Aqeel Hasan Abdulnabi est un citoyen Bahreïnien, âgé de 35 ans, détenu dans la prison de Jau, dans laquelle il est régulièrement battu, menacé et interdit de suivi médical. Aqeel souffre de crises d’épilepsie, aggravée et parfois causée par le stress et l’épuisement. Aqeel a été arrêté et libéré à de multiples reprises.

Aqeel fut arrêté en février 2012 sous le chef d’inculpation d’incendie volontaire mais fut libéré après six semaines de par sa condition médicale. Le domicile familial d’Aqeel fut perquisitionné 27 fois par des agents des forces de sécurité, à la recherche de son frère. Durant ses perquisitions, souvent violentes, des agents menacèrent et cherchèrent à terrifier Aqeel, exacerbant sa condition médicale et parfois provoquèrent des crises d’épilepsie.

Le 19 octobre 2012, des agents de police en civil et de la police anti-émeute (SSFC) arrêtèrent Aqeel à nouveau, durant une opération dans son village d’Eker, après qu’une explosion ait tué un policier. Aqeel travaillait dans une boulangerie près de chez lui quand il pris connaissance de la perquisition se tenant lieu chez lui, il retourna donc et fut arrêté lorsqu’il arriva. Les agents le battirent alors et le forcèrent de monter dans un fourgon de police, où il subit une crise d’épilepsie.
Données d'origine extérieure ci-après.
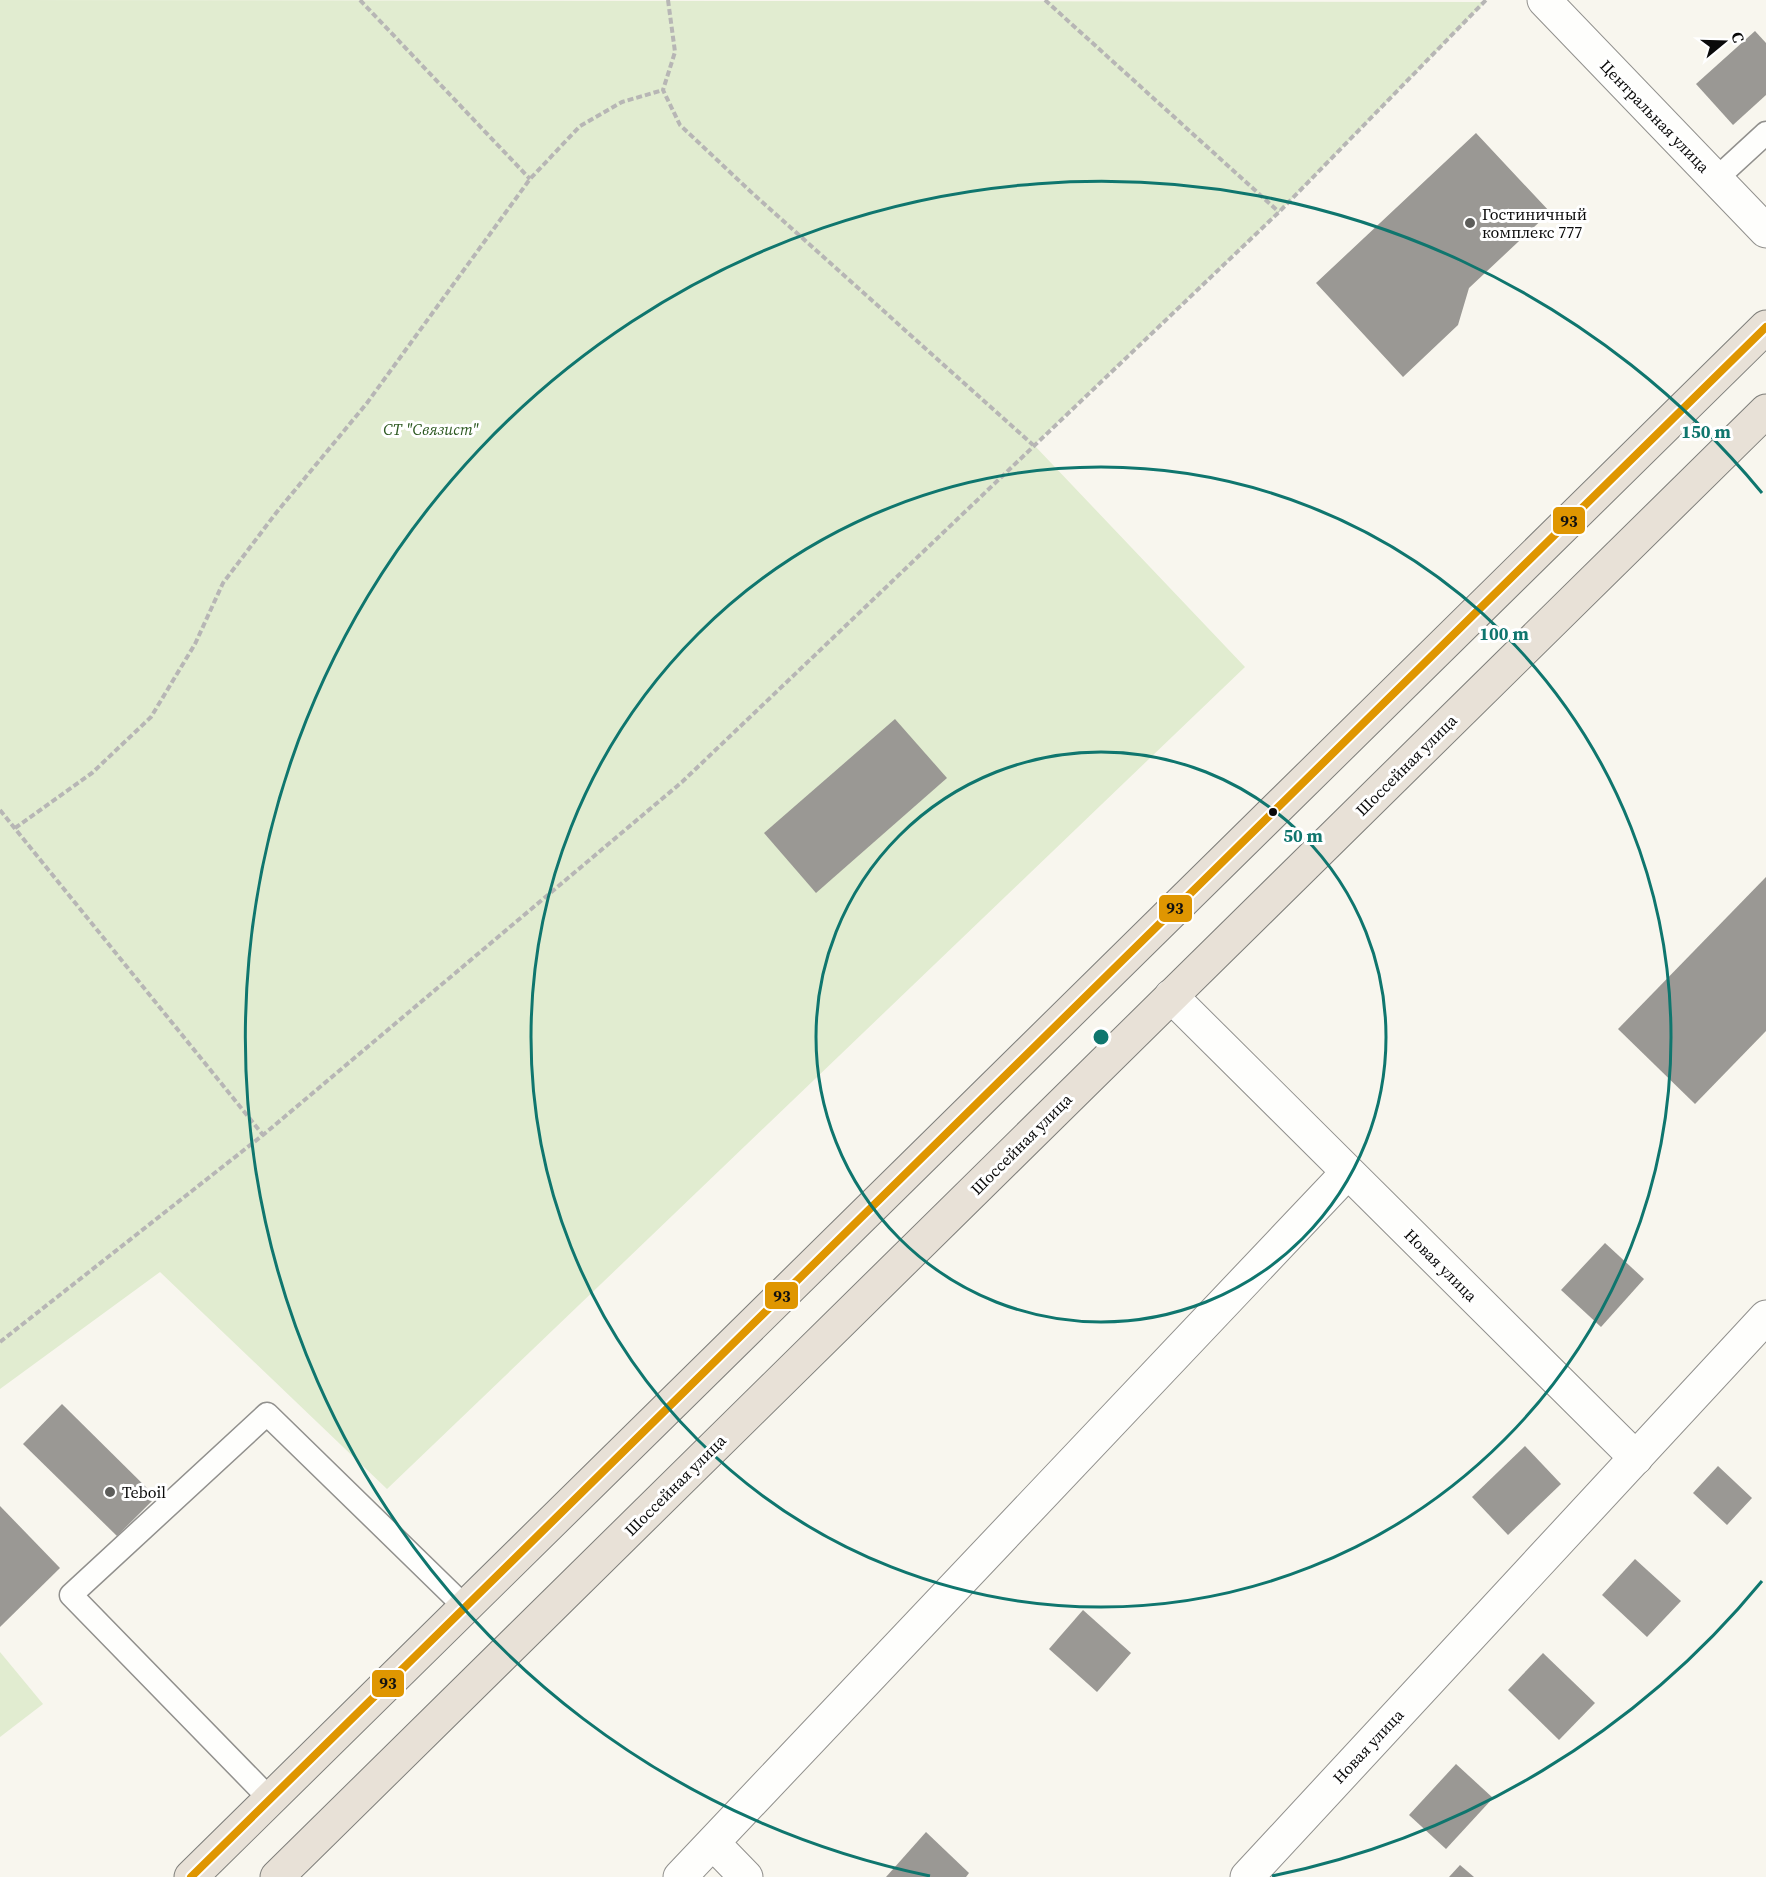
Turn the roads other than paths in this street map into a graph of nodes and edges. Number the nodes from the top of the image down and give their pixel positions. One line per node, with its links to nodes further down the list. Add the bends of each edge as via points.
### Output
1 (1544, 0): 3 (street, Центральная улица)
2 (1766, 133): 3 (lane)
3 (1716, 179): 4 (street, Центральная улица)
4 (1766, 231)
5 (1766, 327): 11 (highway)
6 (1766, 411): 7 (highway, Шоссейная улица)
7 (1171, 996): 8 (street, Новая улица); 15 (highway, Шоссейная улица)
8 (1347, 1173): 10 (street, Новая улица); 13 (street)
9 (1766, 1317): 10 (street, Новая улица)
10 (1636, 1458): 18 (street, Новая улица)
11 (465, 1607): 12 (highway); 12 (lane, via 267,1414 71,1595)
12 (270, 1799): 14 (highway)
13 (713, 1843): 16 (street); 17 (street)
14 (191, 1877)
15 (277, 1877)
16 (680, 1877)
17 (746, 1877)
18 (1247, 1877)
Le fourgon revint alors chez lui pour prendre ses médicaments.

Les agents « disparurent » Aqeel pour 10 jours, l’amenant au Criminal Investigations Directorate (CID), dans laquelle il fut sujet à la torture. Son frère était dans une cellule adjacente et fut forcé d’écouter la torture subie par Aqeel, cette torture avait pour but de faire signer une confession à son frère. Aqeel fut interrogé durant ces séances de torture, sans que son avocat ne soit présent. Après une dizaine de jours au CID, il fut transféré au Dry Dock Detention Center en détention provisoire. Il ne fut pas présenté devant un magistrat ou juge qu’une semaine après le début de sa détention provisoire.

En conséquence de la torture subie et des coups reçues, la condition médicale d’Aqeel se détériora et il soufra de nombreuses crises, tous les trois ou quatre jours. Lorsqu’il demanda des médicaments ou d’être présenté devant un médecin, les gardes le battirent. Le 5 novembre 2012, les autorités pénitentiaires lui annoncèrent qu’il serait libéré dans trois jours, et le forcèrent de signer des documents sans qu’Aqeel ne puisse prendre connaissance de leurs contenus.

La santé d’Aqeel continua de se détériorer en 2013 et eut plusieurs crises d’épilepsie, l’une amenant à son hospitalisation en urgence. En mars 2013, Aqeel s’effondra durant une audience au tribunal et le juge lui permit de ne plus se présenter aux séances de la cour de par sa condition médicale.

Le 9 janvier 2014, Aqeel fut condamné à 15 ans de prions, sous les chefs d’inculpation relevant de l’attaque à la bombe ayant tué un policier à Eker. Sa condamnation fut maintenue par la cour d’appel et la cour de Cassation déclina de recevoir son appel. En conséquence, Aqeel a épuisé tous recours internes. Après sa condamnation, Aqeel fut transféré dans la prison de Jau, où il continue d’être sujet à de mauvais traitements, dont des coups et l’impossibilité d’avoir accès à un suivi médical et des appels téléphoniques.